## PROBLEM TO WORK ON
Go over the records and copy every line with the string "shadow".

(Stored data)

********************

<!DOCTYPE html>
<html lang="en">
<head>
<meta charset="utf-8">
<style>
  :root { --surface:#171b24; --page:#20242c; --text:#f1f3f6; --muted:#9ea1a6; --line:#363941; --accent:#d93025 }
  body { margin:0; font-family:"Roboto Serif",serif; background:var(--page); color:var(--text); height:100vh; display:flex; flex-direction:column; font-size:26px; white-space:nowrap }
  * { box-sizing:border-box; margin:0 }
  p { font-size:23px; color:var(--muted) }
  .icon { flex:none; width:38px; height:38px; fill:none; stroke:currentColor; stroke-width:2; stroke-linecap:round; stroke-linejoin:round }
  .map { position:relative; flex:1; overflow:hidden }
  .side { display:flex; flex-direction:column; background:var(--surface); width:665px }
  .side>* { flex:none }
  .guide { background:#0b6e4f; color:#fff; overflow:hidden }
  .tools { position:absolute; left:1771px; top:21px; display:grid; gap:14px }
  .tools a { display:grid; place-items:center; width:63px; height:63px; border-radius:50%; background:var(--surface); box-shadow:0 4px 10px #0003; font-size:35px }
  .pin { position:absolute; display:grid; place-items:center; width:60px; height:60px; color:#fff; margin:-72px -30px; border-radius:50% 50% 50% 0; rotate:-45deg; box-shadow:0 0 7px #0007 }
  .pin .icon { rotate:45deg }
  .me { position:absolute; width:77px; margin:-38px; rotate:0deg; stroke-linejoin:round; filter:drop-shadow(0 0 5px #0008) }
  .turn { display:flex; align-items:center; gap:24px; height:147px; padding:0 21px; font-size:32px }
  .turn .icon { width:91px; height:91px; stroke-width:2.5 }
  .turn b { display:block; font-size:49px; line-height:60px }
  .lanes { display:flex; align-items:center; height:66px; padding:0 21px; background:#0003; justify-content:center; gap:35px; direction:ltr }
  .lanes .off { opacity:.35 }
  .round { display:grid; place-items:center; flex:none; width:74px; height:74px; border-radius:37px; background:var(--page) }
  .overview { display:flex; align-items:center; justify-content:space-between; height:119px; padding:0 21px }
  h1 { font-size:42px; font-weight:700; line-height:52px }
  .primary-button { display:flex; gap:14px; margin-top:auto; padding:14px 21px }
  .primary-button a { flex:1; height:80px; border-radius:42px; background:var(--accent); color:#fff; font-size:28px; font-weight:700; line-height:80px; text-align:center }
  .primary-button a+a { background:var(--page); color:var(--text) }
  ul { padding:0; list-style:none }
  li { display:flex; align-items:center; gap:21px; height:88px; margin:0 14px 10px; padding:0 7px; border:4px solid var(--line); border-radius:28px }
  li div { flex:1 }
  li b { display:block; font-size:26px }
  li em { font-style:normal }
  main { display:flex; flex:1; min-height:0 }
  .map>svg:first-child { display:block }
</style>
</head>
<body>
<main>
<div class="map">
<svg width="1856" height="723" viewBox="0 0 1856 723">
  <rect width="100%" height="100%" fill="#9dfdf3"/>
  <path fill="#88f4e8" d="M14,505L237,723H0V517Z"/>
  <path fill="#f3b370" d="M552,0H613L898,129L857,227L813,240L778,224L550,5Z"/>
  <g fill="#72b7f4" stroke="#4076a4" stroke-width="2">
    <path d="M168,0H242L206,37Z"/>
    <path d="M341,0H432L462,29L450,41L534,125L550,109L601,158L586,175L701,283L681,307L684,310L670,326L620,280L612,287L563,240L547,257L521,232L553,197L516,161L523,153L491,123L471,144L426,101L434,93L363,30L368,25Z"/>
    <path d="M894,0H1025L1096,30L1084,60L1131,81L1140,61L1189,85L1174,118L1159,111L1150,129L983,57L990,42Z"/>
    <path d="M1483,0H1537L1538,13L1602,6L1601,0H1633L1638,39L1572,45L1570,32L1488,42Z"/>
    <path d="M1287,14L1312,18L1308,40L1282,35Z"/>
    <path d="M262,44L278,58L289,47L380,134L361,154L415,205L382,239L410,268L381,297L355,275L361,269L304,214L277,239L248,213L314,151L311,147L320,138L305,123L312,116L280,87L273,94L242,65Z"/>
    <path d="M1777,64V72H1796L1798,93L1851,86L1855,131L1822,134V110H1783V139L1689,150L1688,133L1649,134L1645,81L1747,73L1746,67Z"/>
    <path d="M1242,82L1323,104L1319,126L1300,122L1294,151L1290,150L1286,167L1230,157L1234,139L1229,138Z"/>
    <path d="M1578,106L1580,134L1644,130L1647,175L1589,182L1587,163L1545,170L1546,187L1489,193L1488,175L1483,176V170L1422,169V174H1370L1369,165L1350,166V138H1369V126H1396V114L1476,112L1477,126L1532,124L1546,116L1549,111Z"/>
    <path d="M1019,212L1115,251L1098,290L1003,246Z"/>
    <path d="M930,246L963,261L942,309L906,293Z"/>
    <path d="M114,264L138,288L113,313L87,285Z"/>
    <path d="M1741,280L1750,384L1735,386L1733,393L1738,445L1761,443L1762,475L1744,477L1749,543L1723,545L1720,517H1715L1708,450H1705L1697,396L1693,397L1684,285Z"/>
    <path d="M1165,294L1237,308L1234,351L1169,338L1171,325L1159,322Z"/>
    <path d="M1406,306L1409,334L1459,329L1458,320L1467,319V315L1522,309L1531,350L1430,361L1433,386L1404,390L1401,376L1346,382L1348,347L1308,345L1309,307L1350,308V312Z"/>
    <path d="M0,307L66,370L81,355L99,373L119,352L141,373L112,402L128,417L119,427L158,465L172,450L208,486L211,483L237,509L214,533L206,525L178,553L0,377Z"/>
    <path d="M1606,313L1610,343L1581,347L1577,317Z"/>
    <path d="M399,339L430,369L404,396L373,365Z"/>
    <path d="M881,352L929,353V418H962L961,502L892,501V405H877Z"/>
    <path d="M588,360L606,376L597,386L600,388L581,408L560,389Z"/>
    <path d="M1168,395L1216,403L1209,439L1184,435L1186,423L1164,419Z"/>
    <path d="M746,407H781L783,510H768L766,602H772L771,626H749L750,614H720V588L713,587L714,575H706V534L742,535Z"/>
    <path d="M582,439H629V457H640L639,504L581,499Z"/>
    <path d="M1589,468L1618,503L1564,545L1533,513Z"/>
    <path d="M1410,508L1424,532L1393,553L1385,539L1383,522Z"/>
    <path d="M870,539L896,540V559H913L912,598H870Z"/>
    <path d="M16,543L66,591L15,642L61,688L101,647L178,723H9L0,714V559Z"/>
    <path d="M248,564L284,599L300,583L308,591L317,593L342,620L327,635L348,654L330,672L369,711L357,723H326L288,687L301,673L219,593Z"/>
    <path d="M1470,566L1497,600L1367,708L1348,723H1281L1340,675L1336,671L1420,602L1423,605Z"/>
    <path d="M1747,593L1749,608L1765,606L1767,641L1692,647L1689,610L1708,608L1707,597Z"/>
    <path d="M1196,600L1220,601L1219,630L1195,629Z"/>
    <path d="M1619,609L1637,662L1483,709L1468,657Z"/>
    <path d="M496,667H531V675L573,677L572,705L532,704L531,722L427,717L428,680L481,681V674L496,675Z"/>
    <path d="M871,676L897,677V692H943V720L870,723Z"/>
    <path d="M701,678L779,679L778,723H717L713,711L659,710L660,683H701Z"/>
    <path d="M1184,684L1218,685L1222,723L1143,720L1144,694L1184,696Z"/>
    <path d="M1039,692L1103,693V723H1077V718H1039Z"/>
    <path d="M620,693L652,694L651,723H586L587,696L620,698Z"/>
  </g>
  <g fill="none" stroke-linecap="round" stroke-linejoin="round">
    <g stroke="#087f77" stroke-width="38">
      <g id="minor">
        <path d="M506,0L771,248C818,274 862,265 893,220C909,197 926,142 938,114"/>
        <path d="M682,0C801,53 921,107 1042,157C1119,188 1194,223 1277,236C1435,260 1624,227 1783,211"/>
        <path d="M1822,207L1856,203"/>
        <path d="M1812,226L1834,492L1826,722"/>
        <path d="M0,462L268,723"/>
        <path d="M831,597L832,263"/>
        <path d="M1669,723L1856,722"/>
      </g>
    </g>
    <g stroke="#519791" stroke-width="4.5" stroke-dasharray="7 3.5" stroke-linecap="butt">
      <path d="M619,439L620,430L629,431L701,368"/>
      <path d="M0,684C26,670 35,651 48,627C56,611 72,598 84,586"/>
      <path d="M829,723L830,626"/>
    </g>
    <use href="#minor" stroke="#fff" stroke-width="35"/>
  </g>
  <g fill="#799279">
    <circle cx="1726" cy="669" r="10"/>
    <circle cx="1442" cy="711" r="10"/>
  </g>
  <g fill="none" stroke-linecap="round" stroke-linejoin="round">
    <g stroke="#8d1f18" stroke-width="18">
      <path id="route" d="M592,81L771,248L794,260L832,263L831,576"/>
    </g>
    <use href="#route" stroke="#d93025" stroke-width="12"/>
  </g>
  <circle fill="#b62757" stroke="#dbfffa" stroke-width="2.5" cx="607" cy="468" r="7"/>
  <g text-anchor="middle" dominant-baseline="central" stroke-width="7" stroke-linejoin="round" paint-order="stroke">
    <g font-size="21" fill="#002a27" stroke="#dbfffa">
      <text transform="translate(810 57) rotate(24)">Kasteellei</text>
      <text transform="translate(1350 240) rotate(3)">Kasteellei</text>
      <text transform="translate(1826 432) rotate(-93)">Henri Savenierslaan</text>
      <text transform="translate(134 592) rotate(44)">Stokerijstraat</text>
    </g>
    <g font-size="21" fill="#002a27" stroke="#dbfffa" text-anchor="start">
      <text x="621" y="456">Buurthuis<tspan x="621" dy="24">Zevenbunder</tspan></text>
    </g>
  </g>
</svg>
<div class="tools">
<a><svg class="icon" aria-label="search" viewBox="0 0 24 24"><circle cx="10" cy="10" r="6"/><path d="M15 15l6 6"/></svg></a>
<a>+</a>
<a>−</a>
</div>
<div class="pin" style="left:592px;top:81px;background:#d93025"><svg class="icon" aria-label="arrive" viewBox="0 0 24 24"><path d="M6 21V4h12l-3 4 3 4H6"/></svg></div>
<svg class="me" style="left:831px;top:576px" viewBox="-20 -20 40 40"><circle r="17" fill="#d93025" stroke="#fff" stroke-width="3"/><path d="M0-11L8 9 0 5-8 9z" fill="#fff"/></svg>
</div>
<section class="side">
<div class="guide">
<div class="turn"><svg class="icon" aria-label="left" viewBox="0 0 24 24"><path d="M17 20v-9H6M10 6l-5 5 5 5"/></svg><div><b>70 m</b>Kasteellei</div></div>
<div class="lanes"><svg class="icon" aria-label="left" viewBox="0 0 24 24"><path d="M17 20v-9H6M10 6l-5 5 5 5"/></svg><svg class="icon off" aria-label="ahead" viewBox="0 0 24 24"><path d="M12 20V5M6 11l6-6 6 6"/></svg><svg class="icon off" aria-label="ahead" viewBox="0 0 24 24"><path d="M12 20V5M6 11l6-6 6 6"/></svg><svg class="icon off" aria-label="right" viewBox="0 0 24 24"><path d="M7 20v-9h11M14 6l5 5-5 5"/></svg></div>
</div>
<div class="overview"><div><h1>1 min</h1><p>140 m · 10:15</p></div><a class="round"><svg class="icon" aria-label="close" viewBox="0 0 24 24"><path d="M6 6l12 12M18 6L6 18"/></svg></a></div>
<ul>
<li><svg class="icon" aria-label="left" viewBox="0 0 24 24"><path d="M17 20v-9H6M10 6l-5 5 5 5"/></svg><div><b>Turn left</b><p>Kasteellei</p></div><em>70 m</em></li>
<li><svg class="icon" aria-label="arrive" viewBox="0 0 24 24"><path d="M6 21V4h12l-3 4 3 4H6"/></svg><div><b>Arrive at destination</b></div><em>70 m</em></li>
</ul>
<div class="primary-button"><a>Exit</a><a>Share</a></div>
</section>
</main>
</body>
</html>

********************

## SOLVED PROBLEM
  .tools a { display:grid; place-items:center; width:63px; height:63px; border-radius:50%; background:var(--surface); box-shadow:0 4px 10px #0003; font-size:35px }
  .pin { position:absolute; display:grid; place-items:center; width:60px; height:60px; color:#fff; margin:-72px -30px; border-radius:50% 50% 50% 0; rotate:-45deg; box-shadow:0 0 7px #0007 }
  .me { position:absolute; width:77px; margin:-38px; rotate:0deg; stroke-linejoin:round; filter:drop-shadow(0 0 5px #0008) }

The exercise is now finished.